= Xavier Vilanova i Montiu =

Catalan dermatologist

Xavier Vilanova I Montiu (Barcelona, 1 August 1902 - Paris, 8 May 1965) was a Catalan dermatologist. His father, Pelai Vilanova i Massanet, was considered one of the creators of Catalan dermatology.

He graduated in Medicine from the University of Barcelona in 1923. Subsequently, following his family's advice he moved to Paris to specialize in dermatology at the Hospital Saint Louis, then stayed for a period in Strasbourg and Milan where he received training from other leading scientists. On his return to Spain, he obtained a doctorate in Medicine in Madrid in 1928. In the wake of the Spanish Civil War, he traveled in 1936 to Colombia to run the leprosarium Aguas de Dios. Again back in Spain, he was Chair of Dermatology at the University of Valladolid in 1942, at the University of Valencia in 1944 and finally at the University of Barcelona in 1947.

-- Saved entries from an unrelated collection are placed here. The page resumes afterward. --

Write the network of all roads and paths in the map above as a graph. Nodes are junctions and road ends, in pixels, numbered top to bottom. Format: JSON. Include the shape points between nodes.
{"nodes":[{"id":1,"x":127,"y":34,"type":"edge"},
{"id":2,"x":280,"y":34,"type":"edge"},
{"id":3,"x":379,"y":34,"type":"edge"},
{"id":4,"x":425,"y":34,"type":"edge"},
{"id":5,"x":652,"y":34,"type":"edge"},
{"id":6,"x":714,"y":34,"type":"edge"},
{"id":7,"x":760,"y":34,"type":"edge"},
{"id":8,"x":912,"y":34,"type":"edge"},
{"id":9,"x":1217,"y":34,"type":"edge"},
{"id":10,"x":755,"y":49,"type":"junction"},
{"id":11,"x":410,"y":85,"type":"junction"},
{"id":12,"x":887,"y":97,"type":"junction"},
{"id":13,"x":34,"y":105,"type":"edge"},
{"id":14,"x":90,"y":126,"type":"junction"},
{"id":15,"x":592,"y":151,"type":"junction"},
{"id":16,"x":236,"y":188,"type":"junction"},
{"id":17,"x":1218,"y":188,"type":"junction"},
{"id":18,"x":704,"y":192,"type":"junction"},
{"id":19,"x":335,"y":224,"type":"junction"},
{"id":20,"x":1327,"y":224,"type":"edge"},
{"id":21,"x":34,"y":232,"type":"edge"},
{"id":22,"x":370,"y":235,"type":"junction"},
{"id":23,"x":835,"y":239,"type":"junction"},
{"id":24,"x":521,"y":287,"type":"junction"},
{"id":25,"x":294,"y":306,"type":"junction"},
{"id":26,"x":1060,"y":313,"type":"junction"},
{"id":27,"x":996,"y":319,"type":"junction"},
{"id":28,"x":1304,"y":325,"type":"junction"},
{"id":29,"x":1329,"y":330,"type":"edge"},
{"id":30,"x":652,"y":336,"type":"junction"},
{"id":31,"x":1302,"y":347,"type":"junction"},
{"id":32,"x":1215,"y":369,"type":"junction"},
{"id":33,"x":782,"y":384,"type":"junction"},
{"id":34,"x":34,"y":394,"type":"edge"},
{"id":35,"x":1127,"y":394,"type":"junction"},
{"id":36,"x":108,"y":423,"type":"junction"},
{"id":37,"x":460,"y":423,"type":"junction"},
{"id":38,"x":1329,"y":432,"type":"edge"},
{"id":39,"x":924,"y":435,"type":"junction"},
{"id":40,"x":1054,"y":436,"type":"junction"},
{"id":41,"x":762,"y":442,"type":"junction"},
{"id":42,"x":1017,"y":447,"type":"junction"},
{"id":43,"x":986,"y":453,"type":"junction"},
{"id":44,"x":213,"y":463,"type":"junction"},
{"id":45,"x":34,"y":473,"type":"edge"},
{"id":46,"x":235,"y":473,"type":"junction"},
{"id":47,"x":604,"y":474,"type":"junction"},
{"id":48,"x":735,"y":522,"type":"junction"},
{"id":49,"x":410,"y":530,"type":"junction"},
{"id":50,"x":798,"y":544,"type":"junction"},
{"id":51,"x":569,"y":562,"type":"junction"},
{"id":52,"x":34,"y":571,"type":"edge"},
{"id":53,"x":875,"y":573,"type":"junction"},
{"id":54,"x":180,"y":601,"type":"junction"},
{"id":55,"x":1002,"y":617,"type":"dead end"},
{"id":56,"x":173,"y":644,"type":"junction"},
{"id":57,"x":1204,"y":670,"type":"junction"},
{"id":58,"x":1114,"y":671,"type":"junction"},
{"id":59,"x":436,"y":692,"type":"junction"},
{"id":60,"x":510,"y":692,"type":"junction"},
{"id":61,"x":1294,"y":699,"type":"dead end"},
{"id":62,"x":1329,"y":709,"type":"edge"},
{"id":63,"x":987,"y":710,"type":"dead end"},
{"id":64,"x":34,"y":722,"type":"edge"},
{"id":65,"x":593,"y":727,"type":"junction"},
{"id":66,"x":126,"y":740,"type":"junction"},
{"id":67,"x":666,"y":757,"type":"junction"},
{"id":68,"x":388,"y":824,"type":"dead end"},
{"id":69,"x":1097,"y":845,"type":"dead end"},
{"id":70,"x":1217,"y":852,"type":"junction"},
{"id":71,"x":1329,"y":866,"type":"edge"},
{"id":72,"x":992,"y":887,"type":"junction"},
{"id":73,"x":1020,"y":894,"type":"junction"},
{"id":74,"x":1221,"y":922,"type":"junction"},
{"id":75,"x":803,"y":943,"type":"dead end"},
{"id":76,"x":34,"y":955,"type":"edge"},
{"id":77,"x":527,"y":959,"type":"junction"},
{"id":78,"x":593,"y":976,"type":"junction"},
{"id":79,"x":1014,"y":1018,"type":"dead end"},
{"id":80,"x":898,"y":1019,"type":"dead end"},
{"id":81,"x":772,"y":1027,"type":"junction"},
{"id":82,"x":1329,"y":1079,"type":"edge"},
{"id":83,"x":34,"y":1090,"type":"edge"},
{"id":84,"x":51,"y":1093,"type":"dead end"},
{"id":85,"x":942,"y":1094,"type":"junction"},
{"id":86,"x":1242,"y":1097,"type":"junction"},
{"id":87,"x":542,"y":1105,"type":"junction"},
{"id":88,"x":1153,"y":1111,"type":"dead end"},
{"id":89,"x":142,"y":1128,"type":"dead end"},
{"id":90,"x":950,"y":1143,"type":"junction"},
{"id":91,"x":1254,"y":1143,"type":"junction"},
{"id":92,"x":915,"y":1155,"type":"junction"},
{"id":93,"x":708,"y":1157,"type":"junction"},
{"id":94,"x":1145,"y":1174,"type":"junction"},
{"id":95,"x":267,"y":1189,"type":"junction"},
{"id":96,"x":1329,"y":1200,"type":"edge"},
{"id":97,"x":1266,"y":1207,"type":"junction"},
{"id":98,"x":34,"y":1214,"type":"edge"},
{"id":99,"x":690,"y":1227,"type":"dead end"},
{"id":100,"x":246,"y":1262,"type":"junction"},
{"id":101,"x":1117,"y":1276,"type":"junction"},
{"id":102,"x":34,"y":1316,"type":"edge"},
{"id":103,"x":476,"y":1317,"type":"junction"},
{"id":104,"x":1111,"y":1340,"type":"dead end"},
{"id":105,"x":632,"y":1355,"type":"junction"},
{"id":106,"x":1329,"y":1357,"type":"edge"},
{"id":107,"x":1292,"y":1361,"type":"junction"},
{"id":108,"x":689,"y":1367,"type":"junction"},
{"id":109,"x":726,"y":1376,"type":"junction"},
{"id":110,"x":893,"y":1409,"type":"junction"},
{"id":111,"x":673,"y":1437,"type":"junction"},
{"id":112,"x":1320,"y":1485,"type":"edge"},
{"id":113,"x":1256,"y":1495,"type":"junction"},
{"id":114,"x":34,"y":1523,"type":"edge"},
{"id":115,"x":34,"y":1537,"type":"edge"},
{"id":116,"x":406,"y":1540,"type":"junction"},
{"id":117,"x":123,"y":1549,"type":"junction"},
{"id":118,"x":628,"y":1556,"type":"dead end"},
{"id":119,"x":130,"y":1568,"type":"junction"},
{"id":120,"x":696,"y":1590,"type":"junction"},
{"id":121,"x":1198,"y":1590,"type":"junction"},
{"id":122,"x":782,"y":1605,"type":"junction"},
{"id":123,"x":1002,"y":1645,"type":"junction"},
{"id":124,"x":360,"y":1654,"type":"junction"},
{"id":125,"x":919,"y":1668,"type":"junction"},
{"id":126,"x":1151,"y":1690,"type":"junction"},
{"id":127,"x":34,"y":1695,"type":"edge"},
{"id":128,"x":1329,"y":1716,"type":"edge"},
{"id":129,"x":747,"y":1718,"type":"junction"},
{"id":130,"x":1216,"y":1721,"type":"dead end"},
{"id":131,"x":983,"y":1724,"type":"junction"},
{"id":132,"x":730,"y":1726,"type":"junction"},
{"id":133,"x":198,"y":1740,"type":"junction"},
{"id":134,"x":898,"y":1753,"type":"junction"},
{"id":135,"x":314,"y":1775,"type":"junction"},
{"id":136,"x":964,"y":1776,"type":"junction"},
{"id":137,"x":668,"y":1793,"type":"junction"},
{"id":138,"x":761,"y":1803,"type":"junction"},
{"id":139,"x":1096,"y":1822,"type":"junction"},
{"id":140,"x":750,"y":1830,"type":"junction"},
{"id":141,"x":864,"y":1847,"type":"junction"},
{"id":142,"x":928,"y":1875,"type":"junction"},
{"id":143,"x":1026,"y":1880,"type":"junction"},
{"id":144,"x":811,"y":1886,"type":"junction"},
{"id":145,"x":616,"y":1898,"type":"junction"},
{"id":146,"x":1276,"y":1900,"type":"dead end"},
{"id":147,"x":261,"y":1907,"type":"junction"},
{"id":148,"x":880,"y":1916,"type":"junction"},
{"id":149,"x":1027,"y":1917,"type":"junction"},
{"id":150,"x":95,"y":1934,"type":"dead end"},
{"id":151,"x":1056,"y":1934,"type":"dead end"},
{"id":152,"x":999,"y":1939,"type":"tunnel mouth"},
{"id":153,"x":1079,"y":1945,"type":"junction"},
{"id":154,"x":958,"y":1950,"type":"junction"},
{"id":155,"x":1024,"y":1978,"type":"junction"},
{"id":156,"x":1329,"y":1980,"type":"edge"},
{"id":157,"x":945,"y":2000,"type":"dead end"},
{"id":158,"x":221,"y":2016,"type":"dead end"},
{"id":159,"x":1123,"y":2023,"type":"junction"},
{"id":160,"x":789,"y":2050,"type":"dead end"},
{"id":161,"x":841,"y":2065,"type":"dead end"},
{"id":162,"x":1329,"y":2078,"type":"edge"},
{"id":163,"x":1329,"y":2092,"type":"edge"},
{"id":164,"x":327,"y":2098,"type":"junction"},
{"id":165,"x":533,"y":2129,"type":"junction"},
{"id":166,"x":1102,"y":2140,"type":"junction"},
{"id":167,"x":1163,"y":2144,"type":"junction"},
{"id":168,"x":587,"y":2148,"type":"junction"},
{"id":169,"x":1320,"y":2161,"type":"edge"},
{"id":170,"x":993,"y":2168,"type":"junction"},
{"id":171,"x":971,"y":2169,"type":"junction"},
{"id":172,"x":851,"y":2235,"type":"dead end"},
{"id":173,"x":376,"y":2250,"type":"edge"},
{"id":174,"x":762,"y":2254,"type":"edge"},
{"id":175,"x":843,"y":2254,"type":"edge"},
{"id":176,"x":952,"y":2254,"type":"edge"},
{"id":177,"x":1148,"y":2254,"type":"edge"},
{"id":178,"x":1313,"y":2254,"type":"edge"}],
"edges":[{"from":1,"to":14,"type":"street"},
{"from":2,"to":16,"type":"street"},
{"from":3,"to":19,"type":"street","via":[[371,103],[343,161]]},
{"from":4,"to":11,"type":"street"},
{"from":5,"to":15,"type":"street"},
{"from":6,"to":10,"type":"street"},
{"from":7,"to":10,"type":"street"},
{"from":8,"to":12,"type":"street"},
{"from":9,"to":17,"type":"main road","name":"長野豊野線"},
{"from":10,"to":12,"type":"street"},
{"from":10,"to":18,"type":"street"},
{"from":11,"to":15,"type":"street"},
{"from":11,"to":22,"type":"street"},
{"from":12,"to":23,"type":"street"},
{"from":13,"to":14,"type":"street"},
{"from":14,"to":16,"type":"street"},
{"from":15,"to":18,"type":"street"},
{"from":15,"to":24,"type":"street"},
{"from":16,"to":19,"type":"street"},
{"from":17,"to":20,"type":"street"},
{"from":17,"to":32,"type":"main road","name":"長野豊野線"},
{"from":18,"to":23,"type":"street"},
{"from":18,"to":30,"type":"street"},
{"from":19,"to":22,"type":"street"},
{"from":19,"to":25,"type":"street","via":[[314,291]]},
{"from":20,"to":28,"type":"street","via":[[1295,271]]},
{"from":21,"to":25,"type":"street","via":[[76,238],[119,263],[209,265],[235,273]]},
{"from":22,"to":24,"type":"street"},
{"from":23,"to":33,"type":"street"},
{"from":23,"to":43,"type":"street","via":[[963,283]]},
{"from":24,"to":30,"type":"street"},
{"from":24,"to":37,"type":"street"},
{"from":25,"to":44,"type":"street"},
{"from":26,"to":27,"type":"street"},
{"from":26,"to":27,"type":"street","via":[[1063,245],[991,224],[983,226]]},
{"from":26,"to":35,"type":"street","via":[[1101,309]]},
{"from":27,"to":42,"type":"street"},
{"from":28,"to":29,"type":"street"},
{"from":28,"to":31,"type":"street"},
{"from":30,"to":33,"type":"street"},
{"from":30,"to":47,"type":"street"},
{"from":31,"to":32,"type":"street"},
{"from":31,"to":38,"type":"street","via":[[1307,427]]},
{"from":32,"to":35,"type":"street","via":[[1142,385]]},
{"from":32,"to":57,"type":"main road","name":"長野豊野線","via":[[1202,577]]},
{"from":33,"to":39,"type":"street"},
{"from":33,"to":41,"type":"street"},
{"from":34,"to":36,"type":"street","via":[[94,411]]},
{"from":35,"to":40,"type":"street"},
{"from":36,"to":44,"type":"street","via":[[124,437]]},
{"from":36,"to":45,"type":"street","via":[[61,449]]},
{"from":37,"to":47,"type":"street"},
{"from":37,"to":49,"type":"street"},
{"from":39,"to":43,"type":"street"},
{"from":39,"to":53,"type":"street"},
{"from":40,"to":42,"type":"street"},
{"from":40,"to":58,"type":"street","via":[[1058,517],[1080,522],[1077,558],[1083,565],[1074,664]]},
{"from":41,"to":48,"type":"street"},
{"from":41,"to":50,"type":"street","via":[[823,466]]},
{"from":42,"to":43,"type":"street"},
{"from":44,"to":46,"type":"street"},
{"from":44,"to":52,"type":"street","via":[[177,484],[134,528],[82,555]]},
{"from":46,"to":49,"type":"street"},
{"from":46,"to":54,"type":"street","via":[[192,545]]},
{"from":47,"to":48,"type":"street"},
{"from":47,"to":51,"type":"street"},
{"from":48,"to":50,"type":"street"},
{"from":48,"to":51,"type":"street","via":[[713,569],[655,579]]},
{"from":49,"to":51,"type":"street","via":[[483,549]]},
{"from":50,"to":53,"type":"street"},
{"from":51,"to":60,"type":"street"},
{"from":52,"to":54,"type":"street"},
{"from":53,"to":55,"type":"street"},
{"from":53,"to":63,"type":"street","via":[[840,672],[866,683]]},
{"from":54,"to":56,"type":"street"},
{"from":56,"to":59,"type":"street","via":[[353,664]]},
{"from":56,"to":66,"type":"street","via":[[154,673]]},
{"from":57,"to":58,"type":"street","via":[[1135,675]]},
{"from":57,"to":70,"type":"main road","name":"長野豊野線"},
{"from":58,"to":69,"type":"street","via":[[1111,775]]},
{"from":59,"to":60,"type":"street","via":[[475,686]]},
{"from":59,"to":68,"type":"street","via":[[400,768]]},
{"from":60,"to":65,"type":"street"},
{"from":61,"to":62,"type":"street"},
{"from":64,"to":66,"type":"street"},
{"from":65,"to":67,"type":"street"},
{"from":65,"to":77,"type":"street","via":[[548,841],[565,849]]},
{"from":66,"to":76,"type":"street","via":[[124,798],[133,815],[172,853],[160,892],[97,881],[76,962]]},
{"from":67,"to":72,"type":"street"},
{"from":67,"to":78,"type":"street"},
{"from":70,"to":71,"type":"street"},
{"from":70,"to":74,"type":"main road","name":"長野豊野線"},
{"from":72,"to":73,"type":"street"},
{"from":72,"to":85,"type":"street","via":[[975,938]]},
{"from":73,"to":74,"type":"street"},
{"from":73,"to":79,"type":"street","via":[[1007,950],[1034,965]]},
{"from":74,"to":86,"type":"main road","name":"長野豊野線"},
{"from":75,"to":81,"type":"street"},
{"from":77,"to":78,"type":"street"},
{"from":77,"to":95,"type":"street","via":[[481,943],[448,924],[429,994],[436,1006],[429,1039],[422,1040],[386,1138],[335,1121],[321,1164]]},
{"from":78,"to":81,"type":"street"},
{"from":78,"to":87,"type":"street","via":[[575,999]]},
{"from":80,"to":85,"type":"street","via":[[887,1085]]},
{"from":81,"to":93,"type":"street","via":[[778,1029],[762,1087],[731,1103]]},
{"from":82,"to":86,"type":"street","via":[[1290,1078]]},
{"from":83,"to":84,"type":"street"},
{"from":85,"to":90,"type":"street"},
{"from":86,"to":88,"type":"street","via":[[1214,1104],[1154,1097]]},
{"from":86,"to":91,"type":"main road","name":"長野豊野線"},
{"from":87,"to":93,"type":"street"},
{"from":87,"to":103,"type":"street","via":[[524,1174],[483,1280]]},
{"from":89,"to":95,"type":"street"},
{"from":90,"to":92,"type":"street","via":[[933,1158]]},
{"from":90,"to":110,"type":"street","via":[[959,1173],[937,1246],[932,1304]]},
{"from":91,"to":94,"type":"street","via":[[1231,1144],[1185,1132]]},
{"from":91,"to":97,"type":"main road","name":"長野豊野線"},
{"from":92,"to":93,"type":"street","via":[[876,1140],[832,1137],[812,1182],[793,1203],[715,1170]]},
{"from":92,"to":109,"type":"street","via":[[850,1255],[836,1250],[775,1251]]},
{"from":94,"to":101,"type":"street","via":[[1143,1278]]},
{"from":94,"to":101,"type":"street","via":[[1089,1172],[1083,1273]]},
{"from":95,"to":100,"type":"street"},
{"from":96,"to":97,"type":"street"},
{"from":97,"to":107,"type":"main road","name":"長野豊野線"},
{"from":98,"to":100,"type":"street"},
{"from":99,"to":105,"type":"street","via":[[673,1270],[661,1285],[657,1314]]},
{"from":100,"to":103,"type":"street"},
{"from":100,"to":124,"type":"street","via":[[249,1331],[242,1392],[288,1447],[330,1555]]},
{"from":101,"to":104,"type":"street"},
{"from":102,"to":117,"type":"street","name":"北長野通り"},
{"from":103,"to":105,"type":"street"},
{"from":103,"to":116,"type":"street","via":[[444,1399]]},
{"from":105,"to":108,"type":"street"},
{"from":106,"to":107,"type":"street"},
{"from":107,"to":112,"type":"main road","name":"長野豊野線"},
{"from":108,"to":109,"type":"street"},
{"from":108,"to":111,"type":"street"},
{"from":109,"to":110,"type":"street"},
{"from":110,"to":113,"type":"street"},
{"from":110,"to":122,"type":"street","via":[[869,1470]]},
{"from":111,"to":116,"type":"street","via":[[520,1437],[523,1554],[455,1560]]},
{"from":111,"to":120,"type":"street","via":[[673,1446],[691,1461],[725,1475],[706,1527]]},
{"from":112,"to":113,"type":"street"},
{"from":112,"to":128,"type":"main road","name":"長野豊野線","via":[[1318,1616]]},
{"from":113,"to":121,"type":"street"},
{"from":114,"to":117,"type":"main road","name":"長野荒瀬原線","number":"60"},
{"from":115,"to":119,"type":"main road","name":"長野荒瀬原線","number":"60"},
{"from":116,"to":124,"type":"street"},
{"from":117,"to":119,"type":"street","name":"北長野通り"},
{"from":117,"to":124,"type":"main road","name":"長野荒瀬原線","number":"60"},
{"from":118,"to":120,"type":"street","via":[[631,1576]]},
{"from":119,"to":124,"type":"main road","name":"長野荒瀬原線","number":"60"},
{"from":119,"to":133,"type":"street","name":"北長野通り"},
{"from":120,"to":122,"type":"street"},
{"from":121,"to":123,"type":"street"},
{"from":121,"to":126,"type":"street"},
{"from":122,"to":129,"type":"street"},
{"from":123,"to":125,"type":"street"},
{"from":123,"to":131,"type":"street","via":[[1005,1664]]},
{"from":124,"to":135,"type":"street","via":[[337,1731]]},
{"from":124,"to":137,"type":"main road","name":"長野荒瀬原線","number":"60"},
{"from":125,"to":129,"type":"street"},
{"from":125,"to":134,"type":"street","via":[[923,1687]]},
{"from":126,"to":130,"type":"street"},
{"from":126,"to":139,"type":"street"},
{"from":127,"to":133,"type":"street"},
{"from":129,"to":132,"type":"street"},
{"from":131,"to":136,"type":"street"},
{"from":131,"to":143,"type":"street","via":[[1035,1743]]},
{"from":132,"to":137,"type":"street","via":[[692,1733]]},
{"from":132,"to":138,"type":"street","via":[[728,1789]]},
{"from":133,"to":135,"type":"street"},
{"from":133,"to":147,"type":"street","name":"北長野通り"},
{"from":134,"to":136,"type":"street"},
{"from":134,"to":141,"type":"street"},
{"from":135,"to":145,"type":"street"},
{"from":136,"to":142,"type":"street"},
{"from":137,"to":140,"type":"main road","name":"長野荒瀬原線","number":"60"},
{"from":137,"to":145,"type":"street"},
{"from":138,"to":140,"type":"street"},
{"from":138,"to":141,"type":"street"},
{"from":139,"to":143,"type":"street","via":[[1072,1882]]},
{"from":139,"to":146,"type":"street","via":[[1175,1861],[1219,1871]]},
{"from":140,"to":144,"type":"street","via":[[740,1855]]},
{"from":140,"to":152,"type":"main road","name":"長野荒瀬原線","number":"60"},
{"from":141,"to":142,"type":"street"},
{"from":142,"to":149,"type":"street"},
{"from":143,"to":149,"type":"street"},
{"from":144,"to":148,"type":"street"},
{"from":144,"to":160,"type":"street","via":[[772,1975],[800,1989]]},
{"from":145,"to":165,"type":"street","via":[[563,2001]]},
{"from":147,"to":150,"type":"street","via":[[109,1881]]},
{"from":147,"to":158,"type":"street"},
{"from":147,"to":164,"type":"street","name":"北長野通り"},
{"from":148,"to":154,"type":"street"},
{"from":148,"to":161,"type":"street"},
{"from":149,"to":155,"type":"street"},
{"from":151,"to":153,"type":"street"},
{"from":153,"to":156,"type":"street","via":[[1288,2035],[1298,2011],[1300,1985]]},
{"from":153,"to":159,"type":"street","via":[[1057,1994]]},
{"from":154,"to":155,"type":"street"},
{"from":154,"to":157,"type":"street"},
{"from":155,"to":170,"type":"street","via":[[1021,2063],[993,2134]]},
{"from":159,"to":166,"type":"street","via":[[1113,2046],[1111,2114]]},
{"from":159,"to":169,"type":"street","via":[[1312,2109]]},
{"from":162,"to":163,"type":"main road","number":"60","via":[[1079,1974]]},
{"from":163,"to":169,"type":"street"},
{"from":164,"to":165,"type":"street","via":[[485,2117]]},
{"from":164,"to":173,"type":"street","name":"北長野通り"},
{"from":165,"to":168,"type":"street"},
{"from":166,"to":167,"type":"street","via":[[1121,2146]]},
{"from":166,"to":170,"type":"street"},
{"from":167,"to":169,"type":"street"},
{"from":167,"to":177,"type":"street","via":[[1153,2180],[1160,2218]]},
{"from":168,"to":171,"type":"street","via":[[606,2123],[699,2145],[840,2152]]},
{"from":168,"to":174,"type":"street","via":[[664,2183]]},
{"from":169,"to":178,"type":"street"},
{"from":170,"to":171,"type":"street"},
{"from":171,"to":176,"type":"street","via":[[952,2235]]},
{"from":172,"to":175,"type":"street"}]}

He directed the Professional School of Dermatology of Barcelona in 1952. His extensive scientific activity was reflected in more than five hundred publications, attaining, furthermore, numerous national and international distinctions. He was Honorary President of the Spanish Academy of Dermatology and a member of the National Academy of Medicine of France, where he was nominated Officier de l'Ordre de la Santé Publique. He was also an honorary member of the German, Argentinian, Brazilian, French, German, Dutch, Belgian, Iranian, Italian, Mexican, Portuguese, Uruguayan, Venezuelan and Israeli Dermatological Societies. He was elected president of the Ibero-Latin-American College of Dermatology in 1962 and of the Spanish Academy of Dermatology in 1963. His appointment as an expert in the Venerology and Treponematosis Section of the World Health Organization, was a recognition of his status as a specialist in sexually transmitted diseases. He was supposed to be the President of the Fifth International Ibero Latin-American Congress to be held in Barcelona in 1967; but he died in 1965.

The medical eponym Vilanova-Cañadell syndrome is named for Vilanova and Dr. Josep Maria Cañadell i Vidal.